El deporte ha dado pie a la especialización periodística —quizás, las páginas más veraces y visitadas de los medios impresos y “online”—, y también al surgimiento de la literatura deportiva, desarrollada por ciertas instituciones (fundaciones, clubes deportivos, etcétera), por periodistas que miran más allá del texto para su consumo inmediato por los lectores, o por los propios protagonistas (jugadores, entrenadores, gestores, aficionados…).

En este blog hemos dado cuenta, por ejemplo, de las obras “Gigantes del baloncesto malagueño”, “The Jordan Rules”, “La Pitipedia”, “Nunca te pares” o “Los 11 poderes del líder”.

El contenido de este tipo de obras literarias es variado: desde la evolución de un club o figura a partir de sus orígenes más remotos, hasta la aplicación al mundo empresarial de las lecciones extraídas de la práctica y la gestión deportiva, por ejemplo.

En paralelo, bajo el auspicio de las plataformas audiovisuales, han surgido en los últimos años los documentales deportivos. En el blog también nos hemos referido a “The Last Dance”, que alivió durante el confinamiento la amargura de aquel extraño paso de los días e iluminó las complejas relaciones de Michael Jordan con los propietarios y con los administradores de los Bulls, al igual que con sus compañeros de equipo.

En 2022 se ha estrenado en otra plataforma televisiva la serie “Legado: los Lakers de Jerry Buss”, tan buena, al menos, como “The Last Dance”.

En este documental de 10 episodios se repasan cuatro décadas de la historia de los Lakers, es decir, de la propia evolución de este deporte y de nuestras vidas, a partir de la adquisición del club por Buss en 1979.

Resulta llamativo el triple encaje de la ambición personal, de los negocios y del deporte, y lo decisivo de los pequeños detalles y de la fluidez de las relaciones humanas, incluso de la vida personal que arrastra cada personaje del drama, lo que comprende a los jugadores. La realidad es que para alcanzar el éxito no se puede ser un francotirador, sino que es necesaria la cooperación.
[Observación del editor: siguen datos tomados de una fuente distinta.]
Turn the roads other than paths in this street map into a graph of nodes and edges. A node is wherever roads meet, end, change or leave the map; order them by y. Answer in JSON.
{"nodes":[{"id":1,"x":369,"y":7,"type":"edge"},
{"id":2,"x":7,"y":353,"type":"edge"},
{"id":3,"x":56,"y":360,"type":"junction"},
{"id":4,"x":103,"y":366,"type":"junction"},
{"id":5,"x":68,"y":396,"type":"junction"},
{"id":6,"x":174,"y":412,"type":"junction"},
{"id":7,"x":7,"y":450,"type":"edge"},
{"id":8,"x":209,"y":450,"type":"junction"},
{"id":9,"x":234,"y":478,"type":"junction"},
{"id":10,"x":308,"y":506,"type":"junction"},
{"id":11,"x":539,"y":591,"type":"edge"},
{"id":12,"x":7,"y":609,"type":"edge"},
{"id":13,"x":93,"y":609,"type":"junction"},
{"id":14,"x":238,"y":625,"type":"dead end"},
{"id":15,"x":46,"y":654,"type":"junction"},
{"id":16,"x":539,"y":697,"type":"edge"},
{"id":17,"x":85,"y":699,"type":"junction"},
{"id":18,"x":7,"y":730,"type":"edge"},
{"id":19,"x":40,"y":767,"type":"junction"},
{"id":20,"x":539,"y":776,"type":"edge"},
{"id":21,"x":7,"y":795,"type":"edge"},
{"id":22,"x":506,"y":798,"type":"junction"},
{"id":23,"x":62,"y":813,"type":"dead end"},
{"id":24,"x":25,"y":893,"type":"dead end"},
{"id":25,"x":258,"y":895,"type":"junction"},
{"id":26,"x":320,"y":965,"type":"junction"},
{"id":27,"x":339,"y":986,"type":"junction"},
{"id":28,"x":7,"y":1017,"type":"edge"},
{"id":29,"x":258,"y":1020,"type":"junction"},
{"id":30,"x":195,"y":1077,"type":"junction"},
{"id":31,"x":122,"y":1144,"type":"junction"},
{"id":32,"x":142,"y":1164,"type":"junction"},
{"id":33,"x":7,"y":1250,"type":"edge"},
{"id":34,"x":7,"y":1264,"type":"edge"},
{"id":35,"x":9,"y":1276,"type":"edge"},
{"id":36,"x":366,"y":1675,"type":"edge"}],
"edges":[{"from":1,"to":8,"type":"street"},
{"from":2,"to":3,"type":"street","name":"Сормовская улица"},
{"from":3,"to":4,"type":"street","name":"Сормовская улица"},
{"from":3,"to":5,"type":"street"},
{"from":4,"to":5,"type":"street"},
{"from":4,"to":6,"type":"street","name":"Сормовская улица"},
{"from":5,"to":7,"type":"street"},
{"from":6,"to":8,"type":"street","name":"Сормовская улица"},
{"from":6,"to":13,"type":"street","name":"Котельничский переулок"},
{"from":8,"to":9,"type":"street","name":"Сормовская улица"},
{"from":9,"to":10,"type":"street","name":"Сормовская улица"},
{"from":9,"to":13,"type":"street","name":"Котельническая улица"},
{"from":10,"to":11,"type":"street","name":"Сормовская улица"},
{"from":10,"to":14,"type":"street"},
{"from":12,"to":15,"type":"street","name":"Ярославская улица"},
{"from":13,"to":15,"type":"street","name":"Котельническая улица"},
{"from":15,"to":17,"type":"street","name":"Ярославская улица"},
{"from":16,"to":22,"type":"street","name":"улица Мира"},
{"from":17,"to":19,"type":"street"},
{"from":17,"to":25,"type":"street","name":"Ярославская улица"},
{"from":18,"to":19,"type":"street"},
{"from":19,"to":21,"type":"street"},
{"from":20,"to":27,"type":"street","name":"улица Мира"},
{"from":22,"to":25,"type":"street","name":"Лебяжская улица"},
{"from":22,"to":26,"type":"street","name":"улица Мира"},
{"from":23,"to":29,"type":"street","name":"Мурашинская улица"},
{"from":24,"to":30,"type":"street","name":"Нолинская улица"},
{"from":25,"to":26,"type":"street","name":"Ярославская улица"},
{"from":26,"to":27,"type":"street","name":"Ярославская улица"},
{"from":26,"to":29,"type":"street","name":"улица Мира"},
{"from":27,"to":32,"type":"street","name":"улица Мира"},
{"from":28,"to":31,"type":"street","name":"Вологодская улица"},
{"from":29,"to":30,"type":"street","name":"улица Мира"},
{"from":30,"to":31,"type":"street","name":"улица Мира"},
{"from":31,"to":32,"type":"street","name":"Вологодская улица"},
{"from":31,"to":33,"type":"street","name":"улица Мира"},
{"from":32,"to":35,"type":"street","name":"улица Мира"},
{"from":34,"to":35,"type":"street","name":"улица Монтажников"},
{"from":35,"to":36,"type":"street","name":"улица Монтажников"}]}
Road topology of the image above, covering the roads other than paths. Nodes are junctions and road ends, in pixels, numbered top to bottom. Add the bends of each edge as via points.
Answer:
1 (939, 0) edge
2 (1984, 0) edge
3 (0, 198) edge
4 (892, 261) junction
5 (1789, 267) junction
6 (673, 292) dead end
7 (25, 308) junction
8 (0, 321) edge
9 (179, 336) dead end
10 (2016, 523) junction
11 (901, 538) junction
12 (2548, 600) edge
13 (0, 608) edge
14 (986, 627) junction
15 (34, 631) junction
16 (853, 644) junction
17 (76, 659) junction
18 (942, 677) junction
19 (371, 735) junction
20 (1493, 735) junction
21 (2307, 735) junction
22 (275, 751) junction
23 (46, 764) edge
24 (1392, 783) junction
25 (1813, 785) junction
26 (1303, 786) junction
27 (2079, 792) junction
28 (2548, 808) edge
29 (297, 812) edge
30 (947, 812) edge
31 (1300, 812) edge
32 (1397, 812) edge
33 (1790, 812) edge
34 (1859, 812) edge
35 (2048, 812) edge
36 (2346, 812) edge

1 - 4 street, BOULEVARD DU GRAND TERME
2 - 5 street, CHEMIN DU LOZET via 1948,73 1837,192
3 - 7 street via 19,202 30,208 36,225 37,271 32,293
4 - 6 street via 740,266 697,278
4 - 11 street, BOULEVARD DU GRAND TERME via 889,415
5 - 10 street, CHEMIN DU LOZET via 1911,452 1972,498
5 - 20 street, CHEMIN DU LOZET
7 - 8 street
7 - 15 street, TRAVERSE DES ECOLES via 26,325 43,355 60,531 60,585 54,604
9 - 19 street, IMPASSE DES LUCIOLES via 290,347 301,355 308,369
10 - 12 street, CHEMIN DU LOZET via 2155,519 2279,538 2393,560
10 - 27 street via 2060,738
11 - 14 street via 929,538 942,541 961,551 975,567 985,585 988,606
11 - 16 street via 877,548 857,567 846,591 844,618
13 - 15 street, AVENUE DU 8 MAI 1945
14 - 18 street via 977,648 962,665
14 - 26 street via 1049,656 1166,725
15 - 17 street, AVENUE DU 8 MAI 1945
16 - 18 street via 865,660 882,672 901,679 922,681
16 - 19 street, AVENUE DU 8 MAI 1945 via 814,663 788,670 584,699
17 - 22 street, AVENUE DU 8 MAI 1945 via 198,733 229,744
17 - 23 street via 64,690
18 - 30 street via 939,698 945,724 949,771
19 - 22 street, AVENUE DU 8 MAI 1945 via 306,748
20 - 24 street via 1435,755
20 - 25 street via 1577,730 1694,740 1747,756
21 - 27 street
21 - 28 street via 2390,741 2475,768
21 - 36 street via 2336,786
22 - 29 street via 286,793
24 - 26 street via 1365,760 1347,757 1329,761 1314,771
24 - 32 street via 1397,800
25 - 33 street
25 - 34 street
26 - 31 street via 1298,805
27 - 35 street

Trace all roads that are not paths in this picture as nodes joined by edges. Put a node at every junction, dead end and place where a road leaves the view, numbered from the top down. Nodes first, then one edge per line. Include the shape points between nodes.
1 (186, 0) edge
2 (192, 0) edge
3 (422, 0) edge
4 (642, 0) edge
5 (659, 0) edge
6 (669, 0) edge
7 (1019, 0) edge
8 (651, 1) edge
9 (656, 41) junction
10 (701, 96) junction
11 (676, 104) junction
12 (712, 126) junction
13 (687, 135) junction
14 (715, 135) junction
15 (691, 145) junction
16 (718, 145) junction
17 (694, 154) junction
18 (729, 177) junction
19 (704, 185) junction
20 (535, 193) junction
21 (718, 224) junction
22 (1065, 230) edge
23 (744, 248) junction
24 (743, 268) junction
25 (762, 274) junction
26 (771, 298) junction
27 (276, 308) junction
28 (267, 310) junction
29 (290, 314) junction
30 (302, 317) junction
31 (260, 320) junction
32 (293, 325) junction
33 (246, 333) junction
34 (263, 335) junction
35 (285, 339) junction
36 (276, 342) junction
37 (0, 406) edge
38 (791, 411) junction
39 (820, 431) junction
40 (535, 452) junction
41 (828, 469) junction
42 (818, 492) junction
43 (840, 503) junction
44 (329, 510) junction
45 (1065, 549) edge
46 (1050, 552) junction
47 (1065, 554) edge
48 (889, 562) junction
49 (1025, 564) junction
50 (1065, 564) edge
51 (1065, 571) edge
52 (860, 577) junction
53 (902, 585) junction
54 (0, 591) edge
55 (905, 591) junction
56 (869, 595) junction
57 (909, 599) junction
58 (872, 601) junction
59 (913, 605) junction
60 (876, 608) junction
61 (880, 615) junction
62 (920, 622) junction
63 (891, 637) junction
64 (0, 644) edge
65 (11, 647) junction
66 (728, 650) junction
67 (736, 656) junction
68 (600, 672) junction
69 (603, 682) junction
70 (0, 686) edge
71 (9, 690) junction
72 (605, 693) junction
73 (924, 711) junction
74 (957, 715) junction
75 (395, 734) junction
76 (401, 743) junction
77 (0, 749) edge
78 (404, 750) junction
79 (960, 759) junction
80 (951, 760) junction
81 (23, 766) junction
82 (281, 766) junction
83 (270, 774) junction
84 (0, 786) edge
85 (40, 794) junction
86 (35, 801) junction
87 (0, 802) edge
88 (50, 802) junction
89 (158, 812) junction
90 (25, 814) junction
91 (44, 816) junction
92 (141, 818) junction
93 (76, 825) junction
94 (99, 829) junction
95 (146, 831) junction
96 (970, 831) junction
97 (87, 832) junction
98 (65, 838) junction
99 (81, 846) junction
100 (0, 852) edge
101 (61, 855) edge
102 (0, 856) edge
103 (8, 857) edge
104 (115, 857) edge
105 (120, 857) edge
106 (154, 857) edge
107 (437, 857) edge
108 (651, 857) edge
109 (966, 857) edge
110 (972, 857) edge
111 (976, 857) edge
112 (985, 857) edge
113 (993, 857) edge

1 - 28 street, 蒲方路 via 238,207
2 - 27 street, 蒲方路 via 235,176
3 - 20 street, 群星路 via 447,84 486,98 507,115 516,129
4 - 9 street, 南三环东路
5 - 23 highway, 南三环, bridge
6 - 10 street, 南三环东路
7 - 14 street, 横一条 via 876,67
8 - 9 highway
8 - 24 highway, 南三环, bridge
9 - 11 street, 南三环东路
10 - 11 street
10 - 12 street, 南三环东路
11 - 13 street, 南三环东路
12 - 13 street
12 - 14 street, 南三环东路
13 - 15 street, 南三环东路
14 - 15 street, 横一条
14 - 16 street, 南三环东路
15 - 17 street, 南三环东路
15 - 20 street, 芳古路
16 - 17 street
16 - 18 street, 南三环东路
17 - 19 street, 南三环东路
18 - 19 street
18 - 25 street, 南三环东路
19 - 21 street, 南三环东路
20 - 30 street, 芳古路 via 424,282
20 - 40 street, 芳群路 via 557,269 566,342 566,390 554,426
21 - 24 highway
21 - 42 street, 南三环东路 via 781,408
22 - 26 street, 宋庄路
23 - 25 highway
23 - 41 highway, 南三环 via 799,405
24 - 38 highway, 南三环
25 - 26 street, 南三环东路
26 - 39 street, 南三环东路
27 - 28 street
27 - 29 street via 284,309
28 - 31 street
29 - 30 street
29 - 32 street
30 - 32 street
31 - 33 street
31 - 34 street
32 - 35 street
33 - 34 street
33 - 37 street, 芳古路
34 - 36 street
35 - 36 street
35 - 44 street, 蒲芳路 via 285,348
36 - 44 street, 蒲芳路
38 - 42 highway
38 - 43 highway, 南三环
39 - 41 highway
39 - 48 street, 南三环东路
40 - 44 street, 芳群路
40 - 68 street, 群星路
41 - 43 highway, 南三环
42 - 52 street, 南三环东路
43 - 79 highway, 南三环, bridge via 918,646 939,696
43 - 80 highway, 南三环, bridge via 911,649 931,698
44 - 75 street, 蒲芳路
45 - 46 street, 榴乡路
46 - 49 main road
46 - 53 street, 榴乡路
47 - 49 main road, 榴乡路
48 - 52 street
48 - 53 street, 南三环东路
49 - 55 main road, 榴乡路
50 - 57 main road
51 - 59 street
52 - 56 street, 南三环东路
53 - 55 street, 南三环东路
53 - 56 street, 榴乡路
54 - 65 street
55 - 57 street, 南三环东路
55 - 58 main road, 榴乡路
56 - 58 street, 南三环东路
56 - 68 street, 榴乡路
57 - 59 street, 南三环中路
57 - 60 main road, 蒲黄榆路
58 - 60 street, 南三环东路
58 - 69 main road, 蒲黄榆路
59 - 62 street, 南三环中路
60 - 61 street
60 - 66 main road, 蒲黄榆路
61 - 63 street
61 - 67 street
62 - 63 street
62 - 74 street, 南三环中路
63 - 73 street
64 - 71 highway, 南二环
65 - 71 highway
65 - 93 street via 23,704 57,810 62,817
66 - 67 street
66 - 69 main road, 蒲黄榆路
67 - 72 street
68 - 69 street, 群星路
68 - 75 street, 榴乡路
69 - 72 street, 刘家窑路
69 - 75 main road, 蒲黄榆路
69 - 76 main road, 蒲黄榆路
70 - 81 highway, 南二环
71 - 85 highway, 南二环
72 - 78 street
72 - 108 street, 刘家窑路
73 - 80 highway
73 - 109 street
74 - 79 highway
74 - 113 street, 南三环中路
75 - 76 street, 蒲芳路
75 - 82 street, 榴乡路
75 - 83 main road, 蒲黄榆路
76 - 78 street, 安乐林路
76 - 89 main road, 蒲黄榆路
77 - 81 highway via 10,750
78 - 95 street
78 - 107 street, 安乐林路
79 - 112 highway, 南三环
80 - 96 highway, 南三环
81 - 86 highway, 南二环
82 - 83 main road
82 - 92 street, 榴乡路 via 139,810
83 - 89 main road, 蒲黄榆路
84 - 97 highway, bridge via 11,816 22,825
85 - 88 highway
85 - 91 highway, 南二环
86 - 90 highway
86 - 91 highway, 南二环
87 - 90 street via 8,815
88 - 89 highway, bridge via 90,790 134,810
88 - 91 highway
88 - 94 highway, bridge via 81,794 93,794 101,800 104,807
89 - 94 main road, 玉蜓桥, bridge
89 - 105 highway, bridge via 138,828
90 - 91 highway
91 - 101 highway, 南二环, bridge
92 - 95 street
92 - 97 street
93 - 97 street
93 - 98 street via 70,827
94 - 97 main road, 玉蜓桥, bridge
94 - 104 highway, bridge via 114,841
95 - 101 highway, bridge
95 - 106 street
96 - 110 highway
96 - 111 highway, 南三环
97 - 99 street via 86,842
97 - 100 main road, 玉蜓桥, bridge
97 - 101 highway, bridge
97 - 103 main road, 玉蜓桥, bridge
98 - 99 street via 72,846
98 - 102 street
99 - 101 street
Contar con una familia acaudala y cualificada gestora como la formada por los Buss, con mitos como Jerry West, con jugadores como Kareem Abdul-Jabbar, Magic Johnson, Kobe Bryant, Shaquille O’Neal o LeBron James, o con entrenadores contrastados como Pat Riley o Phil Jackson, no es sinónimo de éxito, sin más.

En alguno de los capítulos de “Legado”, por cierto, aparecen fugazmente Mark McNamara, al que dedicamos una entrada en el blog (“Sí, yo conocí a Chewbacca”), y Ralph Sampson (una de las “torres gemelas” de Houston Rockets, junto a Hakeem Olajuwon), que también pasó por el Caja de Ronda en la temporada 1991-1992: una de las mayores decepciones que se pueden recordar en Málaga.

A estas reflexiones hay que añadir, en un plano más personal, que mis hijos, aficionados al baloncesto que son, han descubierto gracias a “Legado”, sin necesidad de explicación, la grandeza de Kareem Abdul-Jabbar, lo que ha dado pie a que les refiera la visita a Málaga de este jugador en julio de 1991, para asistir al campus de verano del Club, con el señuelo, al parecer, de una visita a la Alhambra de Granada.

De aquel paso por Málaga han quedado algunas imágenes míticas, de las que, para mí, la más destacable es la de Kareem ejecutando el “gancho del cielo” en las instalaciones de Los Guindos, inmortalizada por Mariano Pozo.

Abdul-Jabbar aparece con la camiseta con el dorsal 15, es decir, el de Rafael Vecina en aquellos días. En el hilo de Twitter accesible a través del anterior enlace, Vecina refiere lo siguiente: “Y como dice @optimalA1 con mi camiseta, la cual me pidió permiso para usar (cualquiera le decía que no). Aún guardo una foto de él con dedicatoria. Que tío más raro por cierto”.

(La anécdota no se cita, y bien que merecía la pena, en la extraordinaria entrevista de Guillermo Ortiz a Rafael Vecina publicada por Jot Down recientemente).

Pero, además de las diversas fotos que recogen el paso por Málaga de Kareem, en este mismo plano personal, mis hijos no confían en la existencia, afirmada por mí, de una fotografía en la que su abuelo aparece posando junto a Kareem Abdul-Jabbar: les parece, dicho suavemente, improbable.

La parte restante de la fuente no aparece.